> Prompt
Collect every line of the records below that contains the word "positions".
--- Excerpted data ---
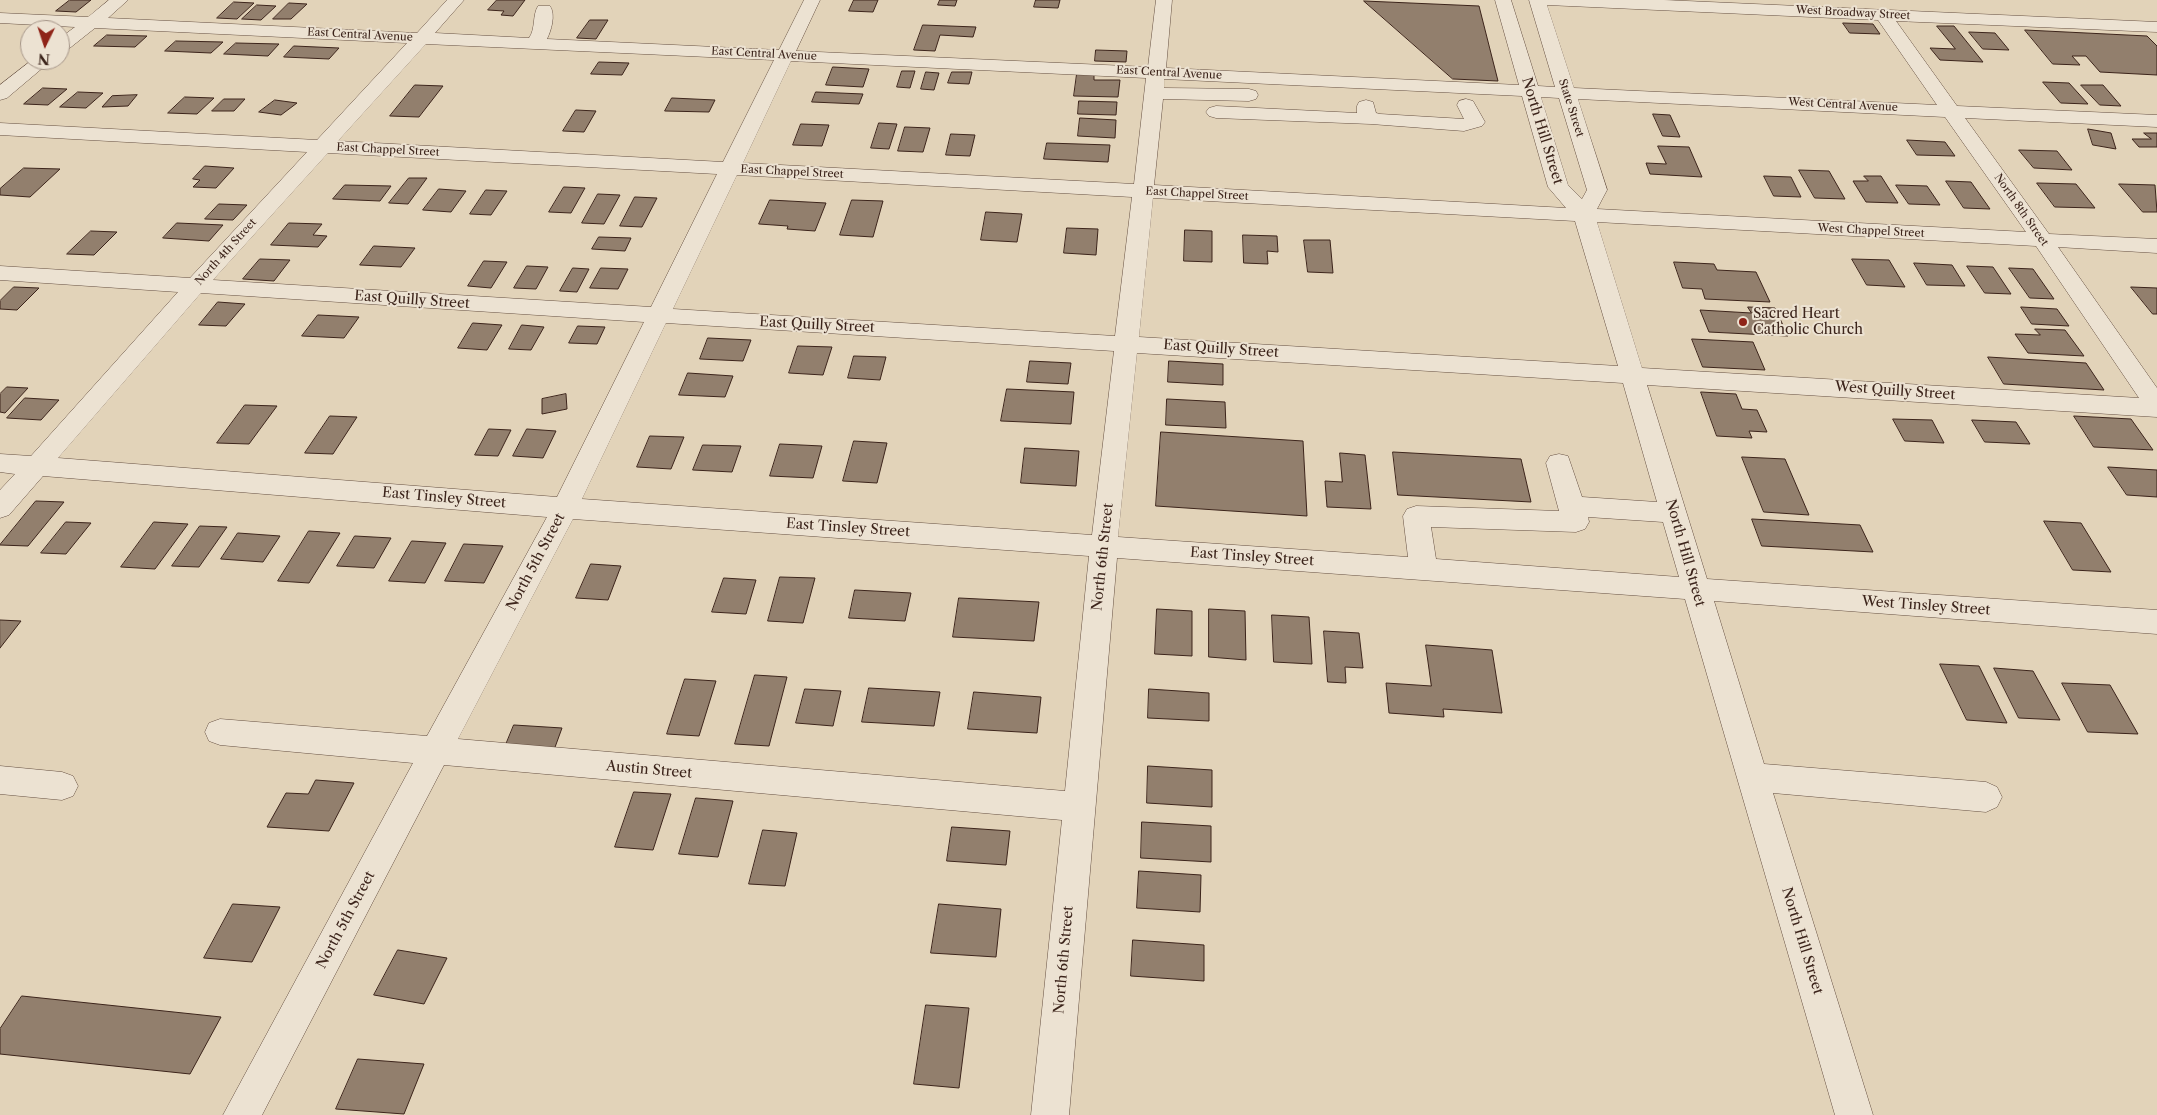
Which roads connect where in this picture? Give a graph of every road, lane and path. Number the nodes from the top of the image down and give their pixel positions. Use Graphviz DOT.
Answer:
---
--- Excerpted data ---
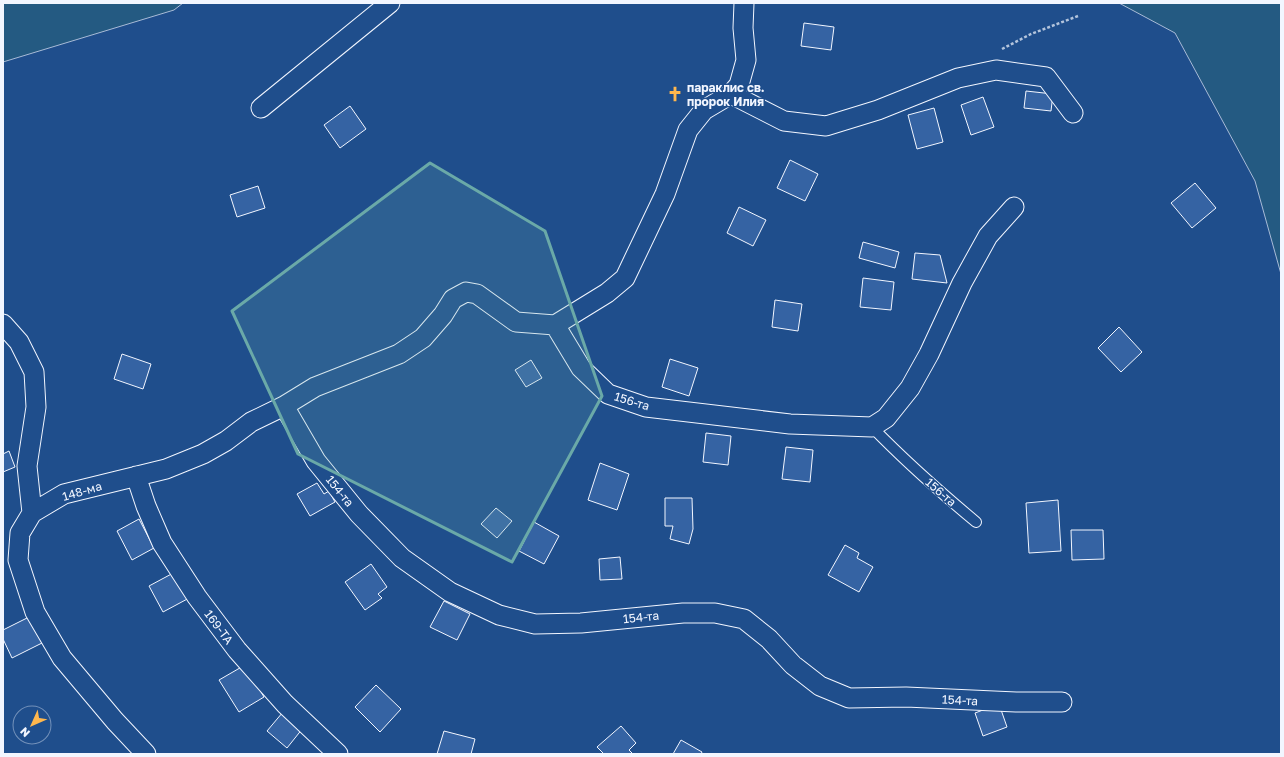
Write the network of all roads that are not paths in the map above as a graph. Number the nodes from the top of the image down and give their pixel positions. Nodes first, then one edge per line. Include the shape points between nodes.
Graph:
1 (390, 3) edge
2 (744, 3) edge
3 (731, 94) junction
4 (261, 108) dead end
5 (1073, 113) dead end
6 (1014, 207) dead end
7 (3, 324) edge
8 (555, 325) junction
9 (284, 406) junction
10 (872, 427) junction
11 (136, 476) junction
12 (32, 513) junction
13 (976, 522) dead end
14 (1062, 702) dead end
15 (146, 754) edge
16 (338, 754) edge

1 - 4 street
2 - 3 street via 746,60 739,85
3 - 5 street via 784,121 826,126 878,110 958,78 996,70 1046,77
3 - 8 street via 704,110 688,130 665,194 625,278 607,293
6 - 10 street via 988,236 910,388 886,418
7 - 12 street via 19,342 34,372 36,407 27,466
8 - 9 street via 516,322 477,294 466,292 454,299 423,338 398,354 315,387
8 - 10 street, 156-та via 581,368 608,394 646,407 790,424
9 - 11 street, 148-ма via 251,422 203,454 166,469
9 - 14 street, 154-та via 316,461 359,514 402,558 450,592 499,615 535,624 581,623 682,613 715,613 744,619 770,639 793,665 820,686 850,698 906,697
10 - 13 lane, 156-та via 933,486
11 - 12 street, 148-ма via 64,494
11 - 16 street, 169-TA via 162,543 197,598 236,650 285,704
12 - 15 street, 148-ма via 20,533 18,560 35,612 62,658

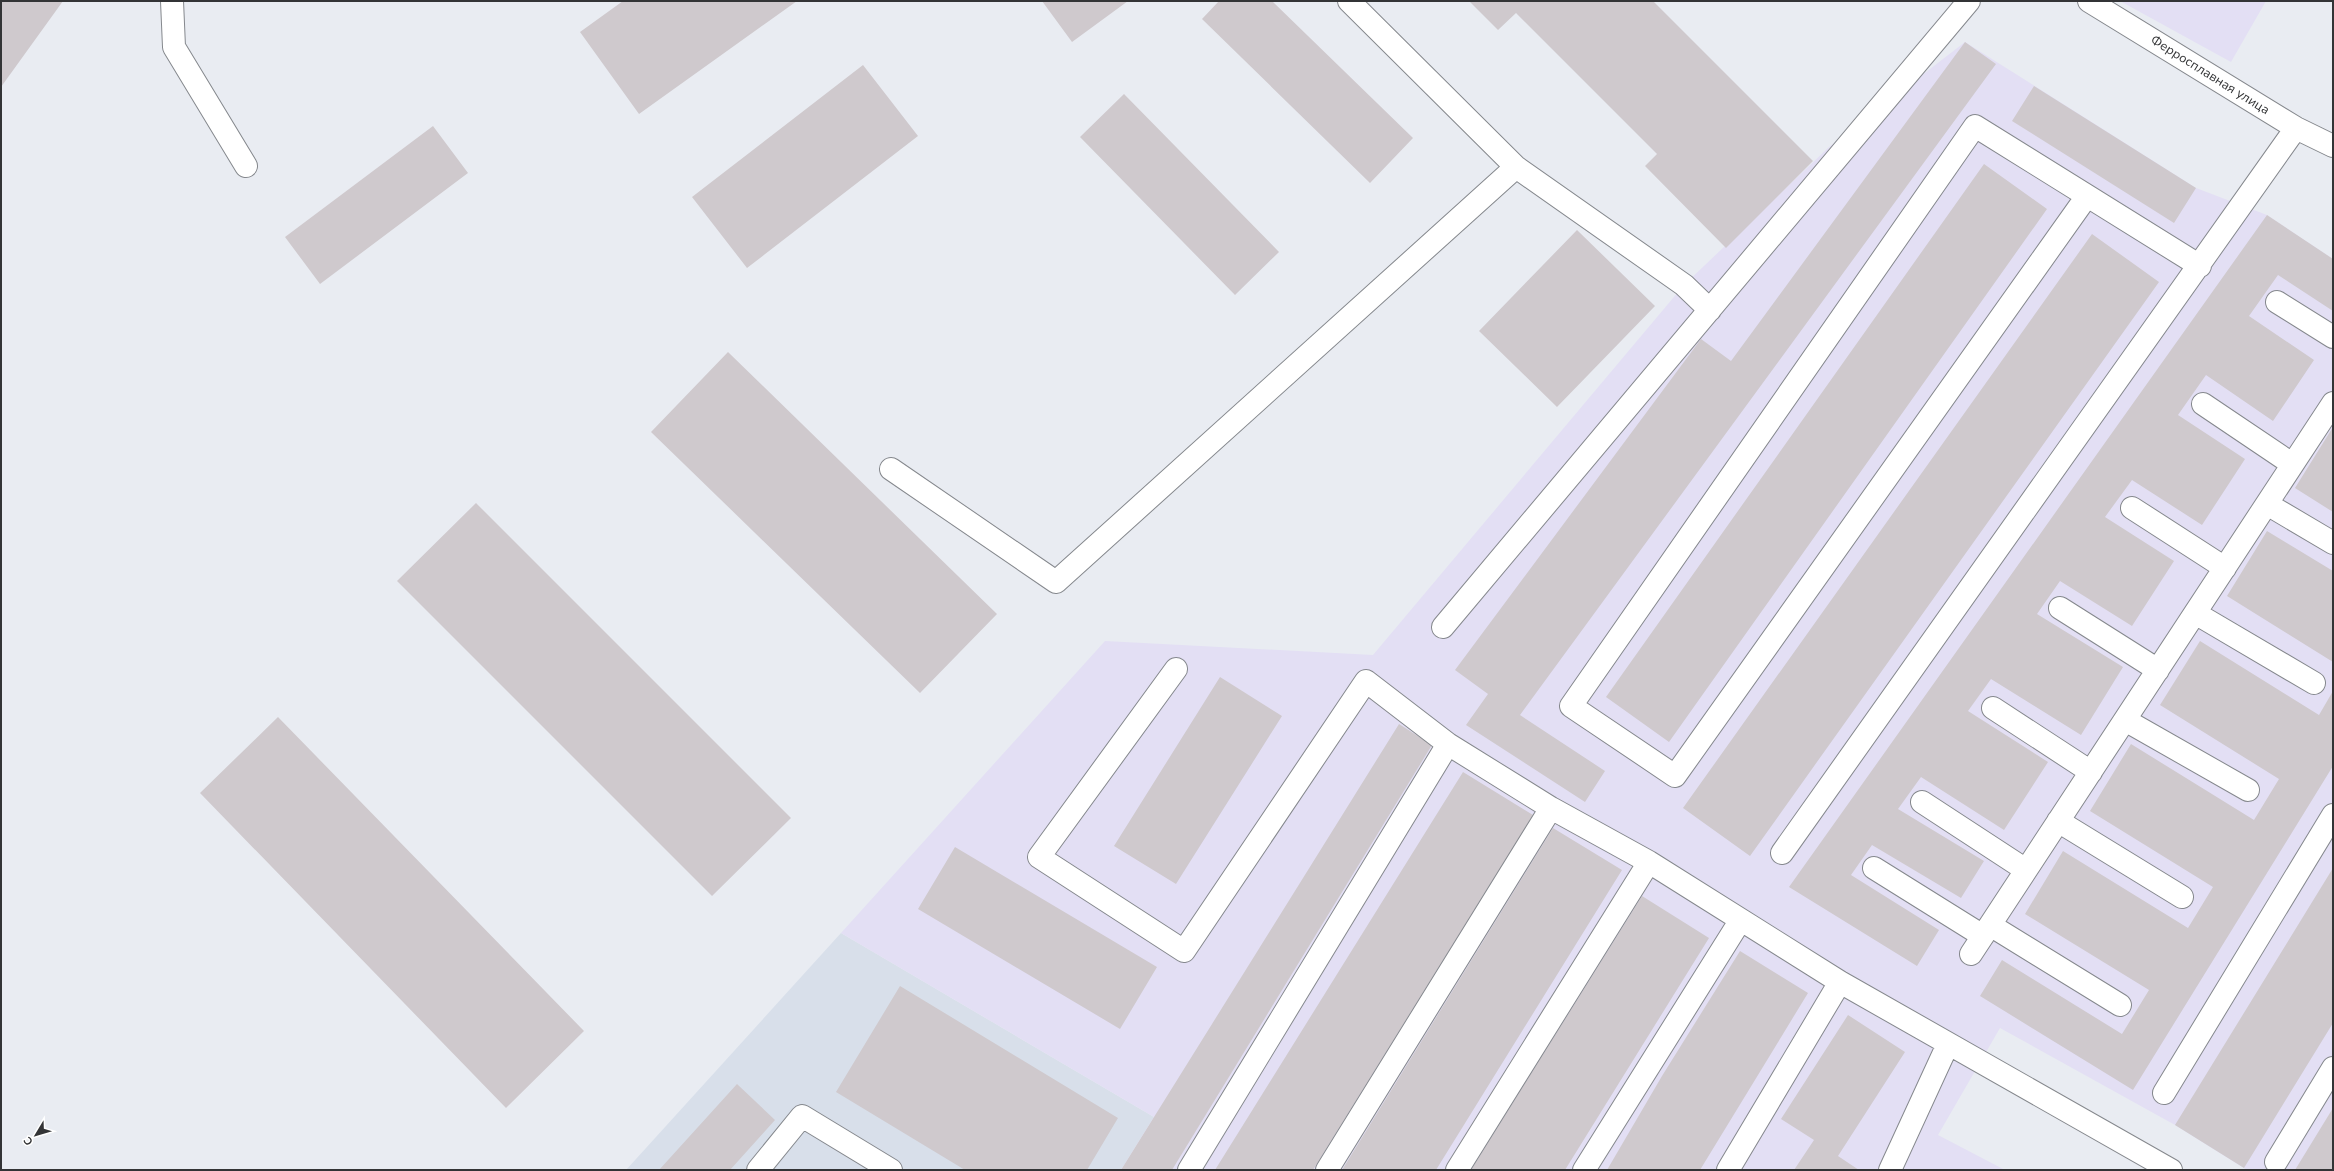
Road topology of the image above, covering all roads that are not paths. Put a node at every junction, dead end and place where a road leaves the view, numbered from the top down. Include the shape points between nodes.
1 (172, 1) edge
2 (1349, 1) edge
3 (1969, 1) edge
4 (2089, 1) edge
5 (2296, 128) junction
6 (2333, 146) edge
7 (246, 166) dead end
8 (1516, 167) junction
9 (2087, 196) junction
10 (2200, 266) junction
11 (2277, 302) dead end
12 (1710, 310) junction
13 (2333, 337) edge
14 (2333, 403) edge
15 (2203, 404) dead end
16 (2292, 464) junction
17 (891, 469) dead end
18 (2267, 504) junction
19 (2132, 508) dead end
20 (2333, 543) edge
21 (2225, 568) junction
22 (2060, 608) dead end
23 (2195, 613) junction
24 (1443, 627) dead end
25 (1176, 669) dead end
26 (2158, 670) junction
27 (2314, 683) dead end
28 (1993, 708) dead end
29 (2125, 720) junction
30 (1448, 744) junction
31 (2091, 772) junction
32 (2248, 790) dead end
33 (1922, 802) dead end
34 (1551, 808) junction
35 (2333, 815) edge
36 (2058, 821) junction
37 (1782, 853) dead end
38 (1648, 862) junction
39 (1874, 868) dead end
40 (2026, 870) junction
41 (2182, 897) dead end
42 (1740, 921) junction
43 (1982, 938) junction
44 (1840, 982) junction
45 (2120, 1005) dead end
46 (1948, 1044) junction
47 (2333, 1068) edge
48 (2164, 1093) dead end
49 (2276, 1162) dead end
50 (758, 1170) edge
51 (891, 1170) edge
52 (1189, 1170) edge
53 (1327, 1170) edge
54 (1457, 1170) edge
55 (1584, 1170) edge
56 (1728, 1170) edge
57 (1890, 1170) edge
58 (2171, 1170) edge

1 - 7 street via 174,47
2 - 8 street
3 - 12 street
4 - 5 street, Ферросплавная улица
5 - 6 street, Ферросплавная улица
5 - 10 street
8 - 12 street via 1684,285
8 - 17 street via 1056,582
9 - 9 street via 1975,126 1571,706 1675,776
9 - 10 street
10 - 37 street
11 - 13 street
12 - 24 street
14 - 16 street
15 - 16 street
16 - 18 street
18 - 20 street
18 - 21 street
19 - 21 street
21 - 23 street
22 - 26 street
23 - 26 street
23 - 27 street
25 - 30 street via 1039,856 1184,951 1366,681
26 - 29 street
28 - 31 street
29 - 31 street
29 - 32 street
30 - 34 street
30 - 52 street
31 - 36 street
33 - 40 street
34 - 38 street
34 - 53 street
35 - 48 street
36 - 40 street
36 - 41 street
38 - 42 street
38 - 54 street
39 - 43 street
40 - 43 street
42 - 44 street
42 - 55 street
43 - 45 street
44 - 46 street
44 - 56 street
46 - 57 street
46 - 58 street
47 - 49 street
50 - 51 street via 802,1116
---
> Solution to the problem
Which roads connect where in this picture? Give a graph of every road, lane and path. Number the nodes from the top of the image down and give their pixel positions. Use Graphviz DOT.
Write the network of all roads that are not paths in the map above as a graph. Number the nodes from the top of the image down and give their pixel positions. Nodes first, then one edge per line. Include the shape points between nodes.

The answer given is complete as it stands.